--- Materials provided ---

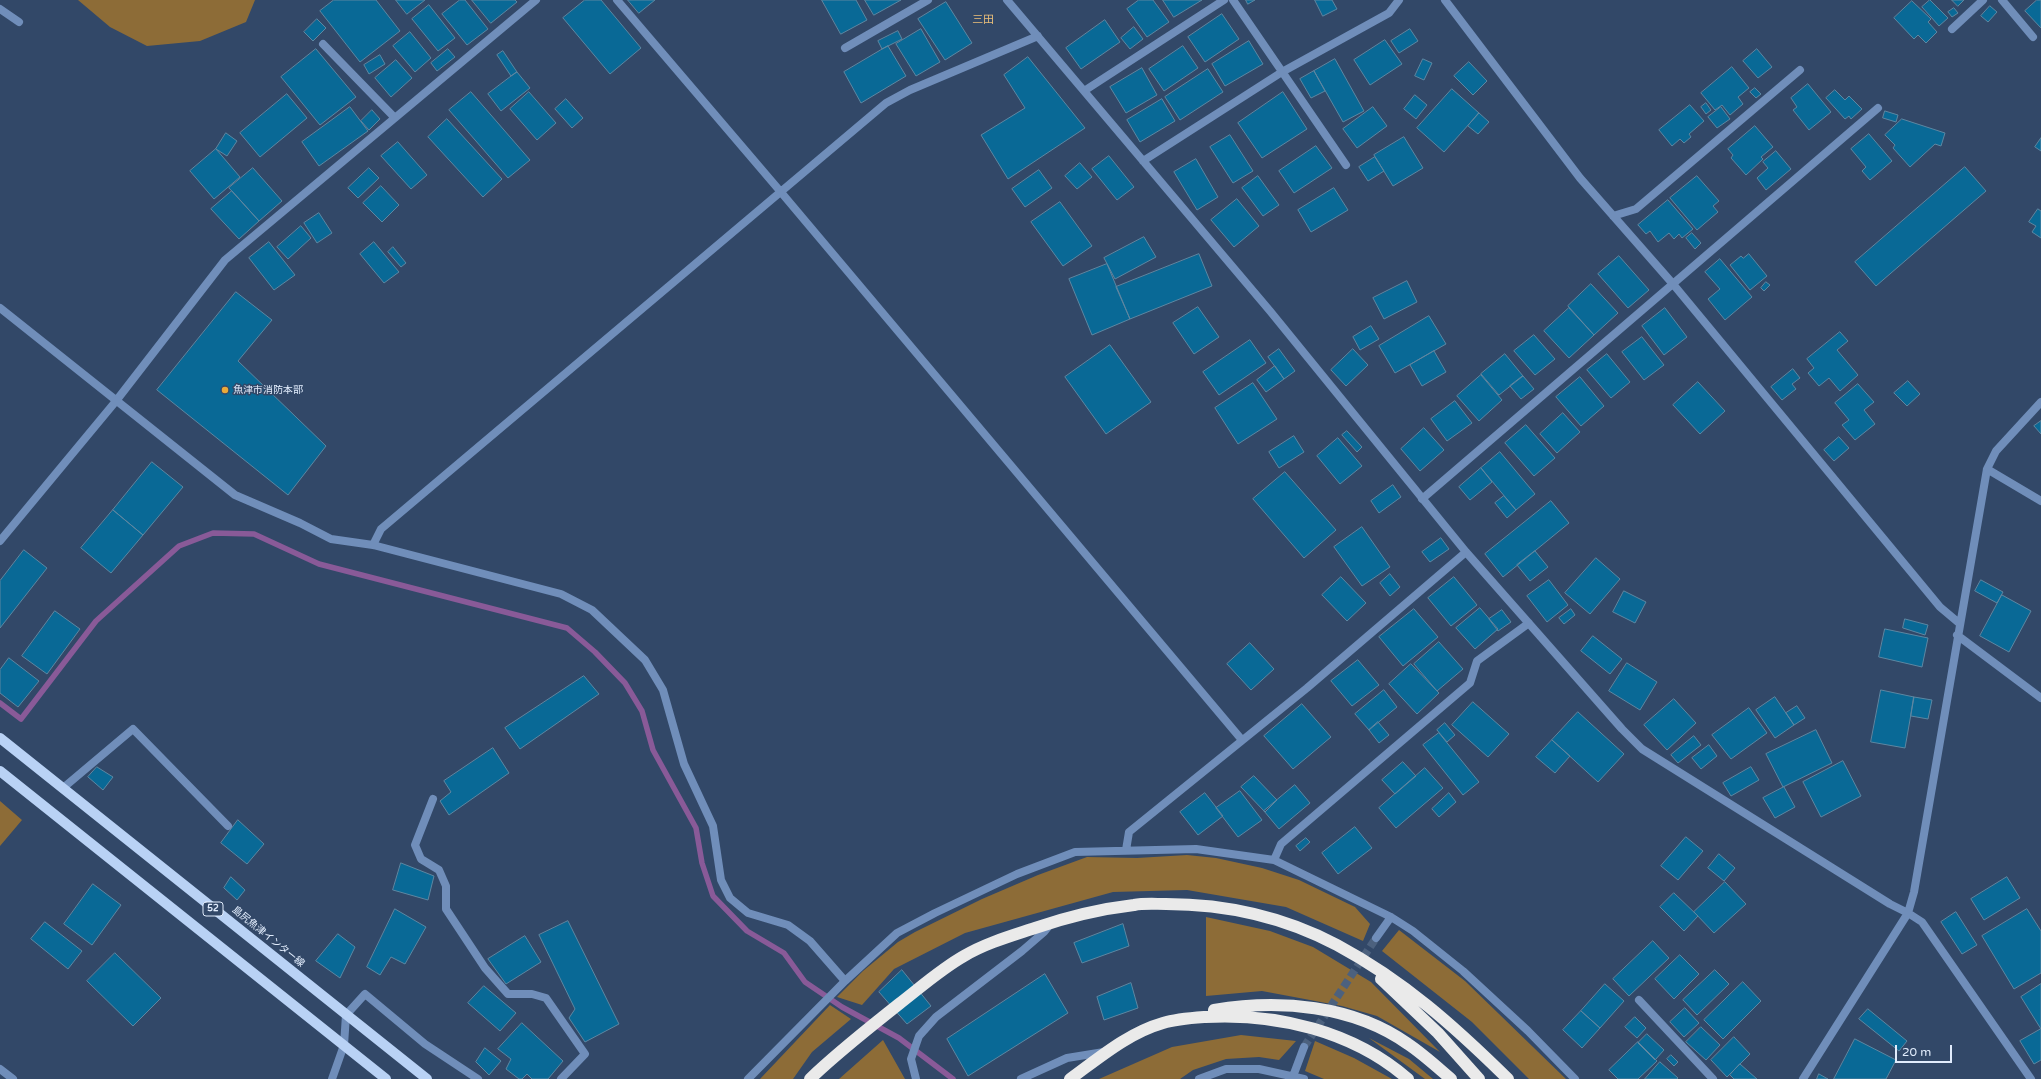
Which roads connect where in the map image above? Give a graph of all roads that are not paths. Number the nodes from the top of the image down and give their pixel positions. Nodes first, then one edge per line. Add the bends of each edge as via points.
1 (536, 0) edge
2 (617, 0) edge
3 (928, 0) edge
4 (1007, 0) edge
5 (1224, 0) edge
6 (1233, 0) edge
7 (1399, 0) edge
8 (1445, 0) edge
9 (1983, 0) edge
10 (2002, 0) edge
11 (0, 10) edge
12 (19, 22) dead end
13 (1952, 29) dead end
14 (1038, 36) junction
15 (2033, 37) dead end
16 (323, 44) dead end
17 (845, 48) dead end
18 (1800, 70) dead end
19 (1282, 72) junction
20 (1084, 91) junction
21 (1878, 108) dead end
22 (395, 118) junction
23 (1143, 161) junction
24 (1346, 165) dead end
25 (780, 191) junction
26 (1613, 216) junction
27 (1673, 284) junction
28 (0, 308) edge
29 (116, 401) junction
30 (2041, 402) edge
31 (1987, 469) junction
32 (1422, 499) junction
33 (2041, 501) edge
34 (0, 541) edge
35 (374, 545) junction
36 (1466, 552) junction
37 (1959, 623) junction
38 (1530, 624) junction
39 (1957, 635) junction
40 (2041, 698) edge
41 (0, 738) edge
42 (1242, 740) junction
43 (0, 770) edge
44 (63, 788) junction
45 (433, 799) dead end
46 (228, 826) dead end
47 (1126, 850) junction
48 (1274, 860) junction
49 (1908, 913) junction
50 (1391, 917) junction
51 (1052, 922) junction
52 (1376, 938) tunnel mouth
53 (1336, 945) junction
54 (845, 981) junction
55 (1639, 1000) dead end
56 (346, 1015) junction
57 (1163, 1023) junction
58 (344, 1045) junction
59 (1304, 1047) tunnel mouth
60 (1107, 1052) junction
61 (0, 1069) edge
62 (1292, 1077) edge
63 (13, 1079) edge
64 (332, 1079) edge
65 (386, 1079) edge
66 (427, 1079) edge
67 (478, 1079) edge
68 (561, 1079) edge
69 (748, 1079) edge
70 (810, 1079) edge
71 (916, 1079) edge
72 (1021, 1079) edge
73 (1070, 1079) edge
74 (1199, 1079) edge
75 (1304, 1079) edge
76 (1408, 1079) edge
77 (1451, 1079) edge
78 (1479, 1079) edge
79 (1508, 1079) edge
80 (1575, 1079) edge
81 (1713, 1079) edge
82 (1803, 1079) edge
83 (2031, 1079) edge

1 - 22 street
2 - 25 street
3 - 17 street
4 - 14 street
5 - 20 street
6 - 19 street
7 - 19 street via 1389,13
8 - 26 street via 1580,178
9 - 13 street
10 - 15 street
11 - 12 street
14 - 20 street
14 - 25 street via 910,90 886,103
16 - 22 street
18 - 26 street via 1636,209
19 - 23 street
19 - 24 street
20 - 23 street
21 - 27 street
22 - 29 street via 226,260
23 - 32 street
25 - 35 street via 381,529
25 - 42 street
26 - 27 street
27 - 32 street
27 - 37 street via 1940,607
28 - 29 street
29 - 34 street
29 - 35 street via 235,495 300,522 331,539
30 - 31 street via 1996,451
31 - 33 street
31 - 37 street
32 - 36 street
35 - 54 street via 561,594 592,610 645,660 663,690 684,764 713,826 721,880 730,898 748,913 788,925 810,941
36 - 38 street
36 - 42 street
37 - 39 street
38 - 48 street via 1477,661 1470,683 1281,844
38 - 49 street via 1642,749
39 - 40 street
39 - 49 street via 1914,892
41 - 44 main road, 島尻魚津インター線 / 52
42 - 47 street via 1129,832
43 - 58 main road, 52
44 - 46 street via 133,729
44 - 56 main road, 島尻魚津インター線 / 52
45 - 68 street via 415,845 421,859 439,870 446,886 446,908 485,968 508,994 532,994 546,998 585,1054
47 - 48 street via 1196,848
47 - 54 street via 1075,852 1017,874 934,912 897,933
48 - 50 street
49 - 82 street
49 - 83 street via 1922,922
50 - 52 street
50 - 80 street via 1463,971
51 - 53 highway via 1102,909 1136,904 1204,905 1272,919
51 - 70 highway via 993,942 943,969 832,1057
51 - 71 street via 1022,951 936,1017 919,1036 911,1059
53 - 78 highway via 1387,984 1414,1009
53 - 79 highway via 1420,998 1447,1020
54 - 69 street
55 - 81 street
56 - 58 street
56 - 66 main road, 島尻魚津インター線 / 52
56 - 67 street via 365,994 425,1044
57 - 60 highway
57 - 76 highway via 1225,1016 1313,1028 1372,1053
57 - 77 highway via 1194,1014 1262,1005 1294,1005 1323,1010 1365,1022 1407,1043
58 - 64 street
58 - 65 main road, 52
59 - 62 street
60 - 72 street via 1067,1058
60 - 73 highway
61 - 63 street
62 - 74 street via 1259,1069 1226,1070
62 - 75 street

---

When you copy the entries above, keep every word exactly and omit the images.

_Solution to this task_
Which roads connect where in the map image above? Give a graph of all roads that are not paths. Number the nodes from the top of the image down and give their pixel positions. Nodes first, then one edge per line. Add the bends of each edge as via points.
1 (536, 0) edge
2 (617, 0) edge
3 (928, 0) edge
4 (1007, 0) edge
5 (1224, 0) edge
6 (1233, 0) edge
7 (1399, 0) edge
8 (1445, 0) edge
9 (1983, 0) edge
10 (2002, 0) edge
11 (0, 10) edge
12 (19, 22) dead end
13 (1952, 29) dead end
14 (1038, 36) junction
15 (2033, 37) dead end
16 (323, 44) dead end
17 (845, 48) dead end
18 (1800, 70) dead end
19 (1282, 72) junction
20 (1084, 91) junction
21 (1878, 108) dead end
22 (395, 118) junction
23 (1143, 161) junction
24 (1346, 165) dead end
25 (780, 191) junction
26 (1613, 216) junction
27 (1673, 284) junction
28 (0, 308) edge
29 (116, 401) junction
30 (2041, 402) edge
31 (1987, 469) junction
32 (1422, 499) junction
33 (2041, 501) edge
34 (0, 541) edge
35 (374, 545) junction
36 (1466, 552) junction
37 (1959, 623) junction
38 (1530, 624) junction
39 (1957, 635) junction
40 (2041, 698) edge
41 (0, 738) edge
42 (1242, 740) junction
43 (0, 770) edge
44 (63, 788) junction
45 (433, 799) dead end
46 (228, 826) dead end
47 (1126, 850) junction
48 (1274, 860) junction
49 (1908, 913) junction
50 (1391, 917) junction
51 (1052, 922) junction
52 (1376, 938) tunnel mouth
53 (1336, 945) junction
54 (845, 981) junction
55 (1639, 1000) dead end
56 (346, 1015) junction
57 (1163, 1023) junction
58 (344, 1045) junction
59 (1304, 1047) tunnel mouth
60 (1107, 1052) junction
61 (0, 1069) edge
62 (1292, 1077) edge
63 (13, 1079) edge
64 (332, 1079) edge
65 (386, 1079) edge
66 (427, 1079) edge
67 (478, 1079) edge
68 (561, 1079) edge
69 (748, 1079) edge
70 (810, 1079) edge
71 (916, 1079) edge
72 (1021, 1079) edge
73 (1070, 1079) edge
74 (1199, 1079) edge
75 (1304, 1079) edge
76 (1408, 1079) edge
77 (1451, 1079) edge
78 (1479, 1079) edge
79 (1508, 1079) edge
80 (1575, 1079) edge
81 (1713, 1079) edge
82 (1803, 1079) edge
83 (2031, 1079) edge

1 - 22 street
2 - 25 street
3 - 17 street
4 - 14 street
5 - 20 street
6 - 19 street
7 - 19 street via 1389,13
8 - 26 street via 1580,178
9 - 13 street
10 - 15 street
11 - 12 street
14 - 20 street
14 - 25 street via 910,90 886,103
16 - 22 street
18 - 26 street via 1636,209
19 - 23 street
19 - 24 street
20 - 23 street
21 - 27 street
22 - 29 street via 226,260
23 - 32 street
25 - 35 street via 381,529
25 - 42 street
26 - 27 street
27 - 32 street
27 - 37 street via 1940,607
28 - 29 street
29 - 34 street
29 - 35 street via 235,495 300,522 331,539
30 - 31 street via 1996,451
31 - 33 street
31 - 37 street
32 - 36 street
35 - 54 street via 561,594 592,610 645,660 663,690 684,764 713,826 721,880 730,898 748,913 788,925 810,941
36 - 38 street
36 - 42 street
37 - 39 street
38 - 48 street via 1477,661 1470,683 1281,844
38 - 49 street via 1642,749
39 - 40 street
39 - 49 street via 1914,892
41 - 44 main road, 島尻魚津インター線 / 52
42 - 47 street via 1129,832
43 - 58 main road, 52
44 - 46 street via 133,729
44 - 56 main road, 島尻魚津インター線 / 52
45 - 68 street via 415,845 421,859 439,870 446,886 446,908 485,968 508,994 532,994 546,998 585,1054
47 - 48 street via 1196,848
47 - 54 street via 1075,852 1017,874 934,912 897,933
48 - 50 street
49 - 82 street
49 - 83 street via 1922,922
50 - 52 street
50 - 80 street via 1463,971
51 - 53 highway via 1102,909 1136,904 1204,905 1272,919
51 - 70 highway via 993,942 943,969 832,1057
51 - 71 street via 1022,951 936,1017 919,1036 911,1059
53 - 78 highway via 1387,984 1414,1009
53 - 79 highway via 1420,998 1447,1020
54 - 69 street
55 - 81 street
56 - 58 street
56 - 66 main road, 島尻魚津インター線 / 52
56 - 67 street via 365,994 425,1044
57 - 60 highway
57 - 76 highway via 1225,1016 1313,1028 1372,1053
57 - 77 highway via 1194,1014 1262,1005 1294,1005 1323,1010 1365,1022 1407,1043
58 - 64 street
58 - 65 main road, 52
59 - 62 street
60 - 72 street via 1067,1058
60 - 73 highway
61 - 63 street
62 - 74 street via 1259,1069 1226,1070
62 - 75 street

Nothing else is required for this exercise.